> _RECORDS FOR THE TASK_
○ ○ ○

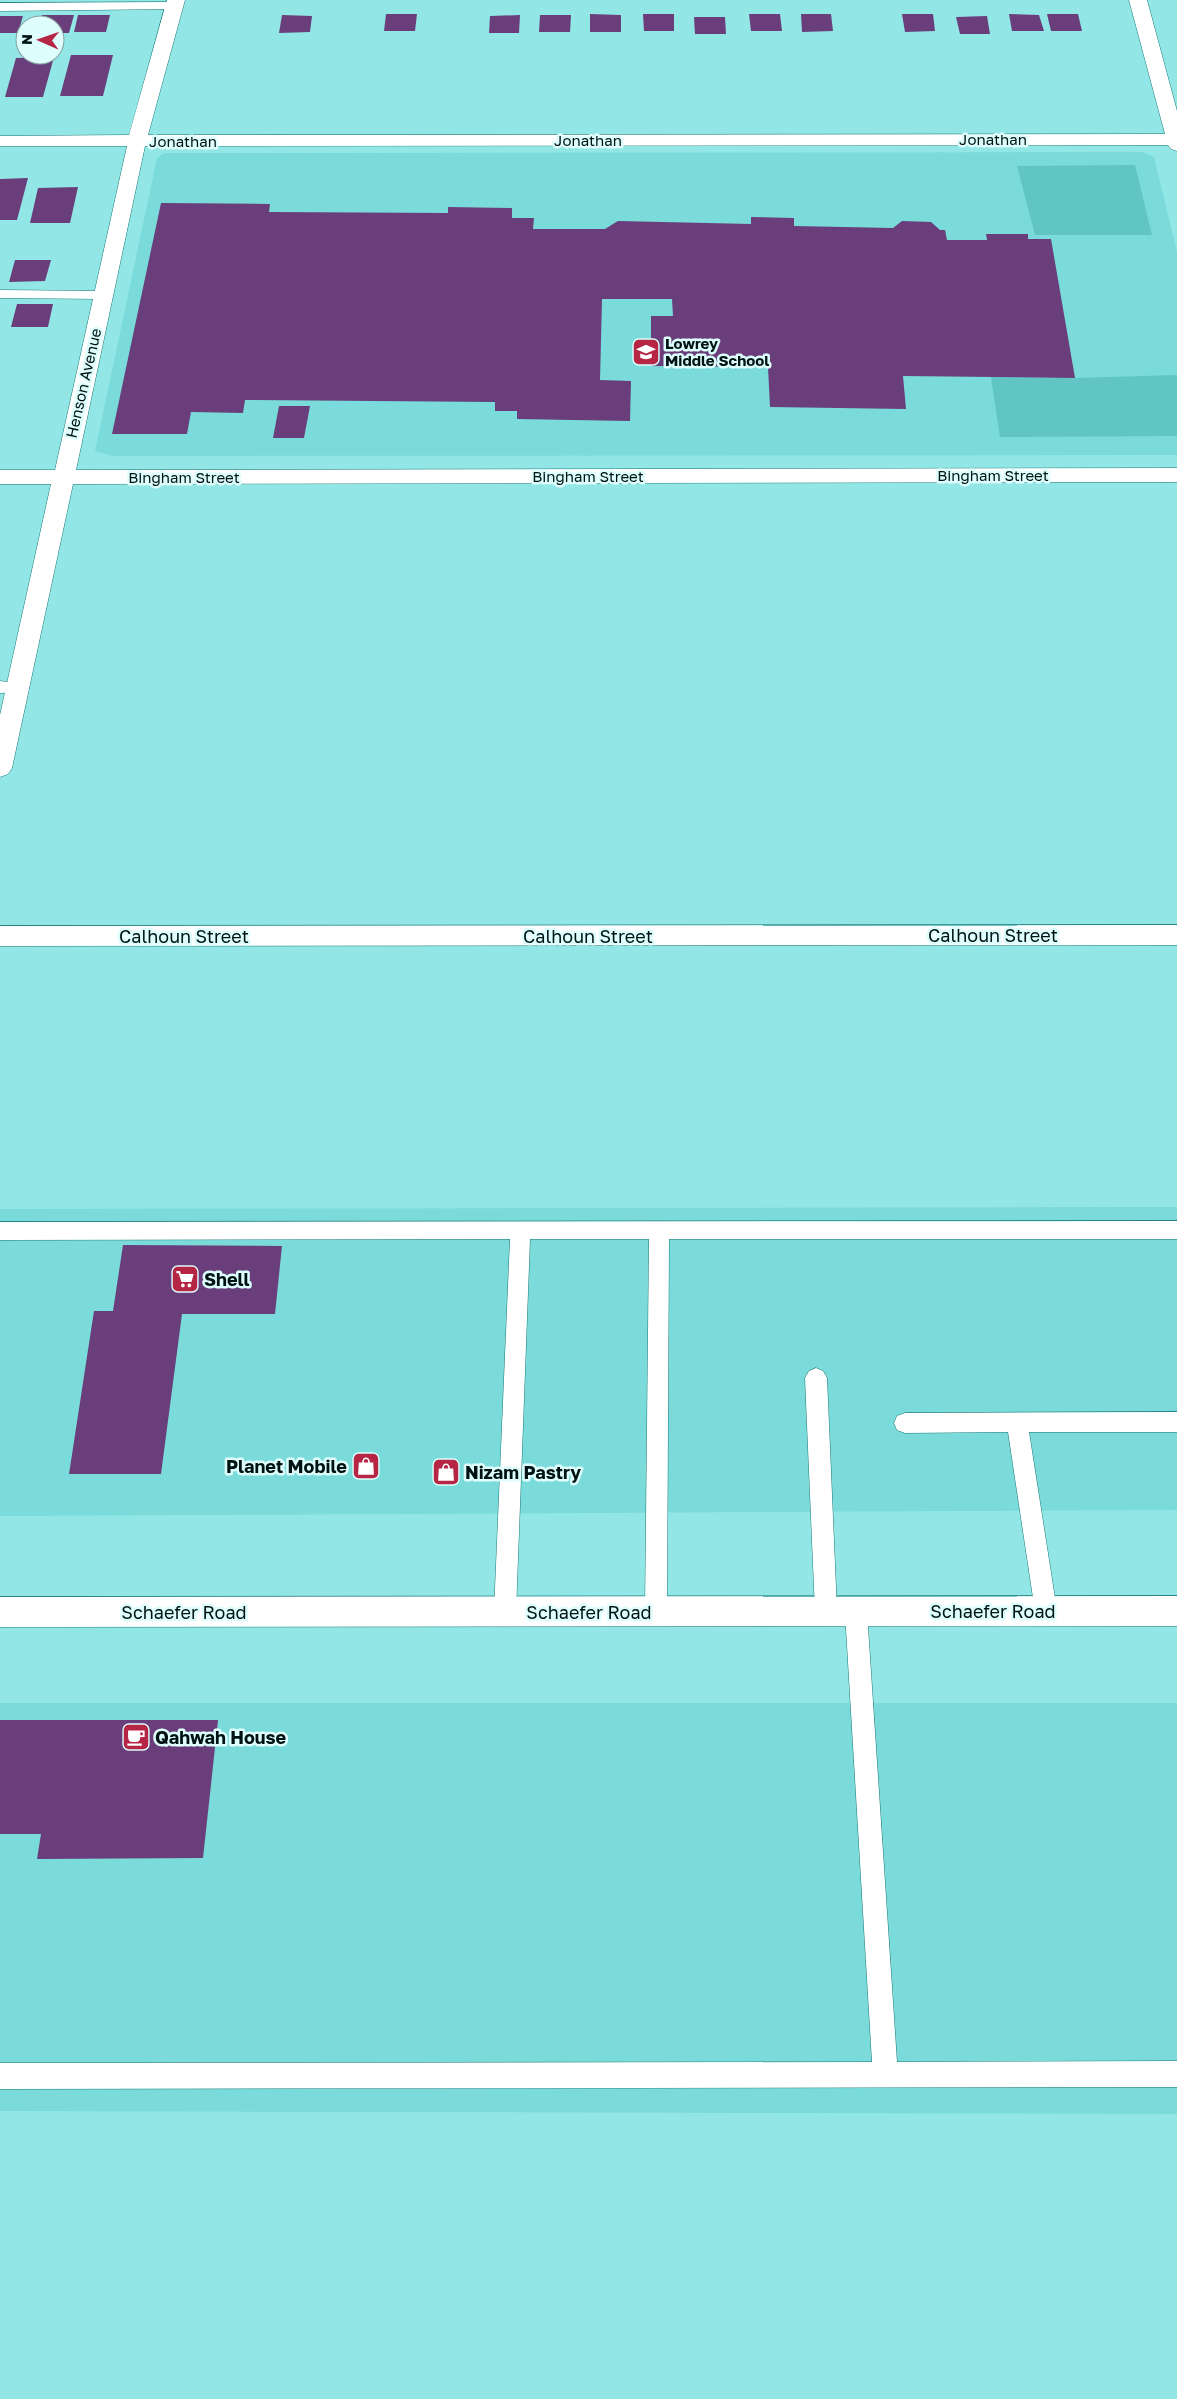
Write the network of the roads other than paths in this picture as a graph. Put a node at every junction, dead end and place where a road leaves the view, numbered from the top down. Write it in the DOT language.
graph roads {
  1 [pos="1138,0"];
  2 [pos="175,3"];
  3 [pos="0,7"];
  4 [pos="0,141"];
  5 [pos="137,141"];
  6 [pos="1176,141"];
  7 [pos="0,294"];
  8 [pos="102,295"];
  9 [pos="1177,475"];
  10 [pos="0,477"];
  11 [pos="62,477"];
  12 [pos="8,688"];
  13 [pos="0,768"];
  14 [pos="1177,935"];
  15 [pos="0,936"];
  16 [pos="520,1230"];
  17 [pos="659,1230"];
  18 [pos="1177,1230"];
  19 [pos="0,1231"];
  20 [pos="816,1378"];
  21 [pos="904,1422"];
  22 [pos="1017,1422"];
  23 [pos="1177,1422"];
  24 [pos="1177,1611"];
  25 [pos="0,1612"];
  26 [pos="504,1612"];
  27 [pos="656,1612"];
  28 [pos="826,1612"];
  29 [pos="856,1612"];
  30 [pos="1046,1612"];
  31 [pos="885,2074"];
  32 [pos="1177,2074"];
  33 [pos="0,2076"];
  1 -- 6 [label="street"];
  2 -- 3 [label="lane"];
  2 -- 5 [label="street, Henson Avenue"];
  4 -- 5 [label="street, Jonathan"];
  5 -- 6 [label="street, Jonathan"];
  5 -- 8 [label="street, Henson Avenue"];
  7 -- 8 [label="lane"];
  8 -- 11 [label="street, Henson Avenue"];
  9 -- 11 [label="street, Bingham Street"];
  10 -- 11 [label="street, Bingham Street"];
  11 -- 12 [label="street, Henson Avenue"];
  12 -- 13 [label="street, Henson Avenue"];
  14 -- 15 [label="street, Calhoun Street"];
  16 -- 17 [label="lane"];
  16 -- 19 [label="lane"];
  16 -- 26 [label="lane"];
  17 -- 18 [label="lane"];
  17 -- 27 [label="lane"];
  20 -- 28 [label="lane"];
  21 -- 22 [label="lane"];
  22 -- 23 [label="lane"];
  22 -- 30 [label="lane"];
  24 -- 30 [label="street, Schaefer Road"];
  25 -- 26 [label="street, Schaefer Road"];
  26 -- 27 [label="street, Schaefer Road"];
  27 -- 28 [label="street, Schaefer Road"];
  28 -- 29 [label="street, Schaefer Road"];
  29 -- 30 [label="street, Schaefer Road"];
  29 -- 31 [label="lane"];
  31 -- 32 [label="lane"];
  31 -- 33 [label="lane"];
}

○ ○ ○

> _YOUR INSTRUCTIONS_
State how many lines in the entries hold "Jonathan". Nothing should come before or after the number.

> _RESULT FOR THIS EXERCISE_
2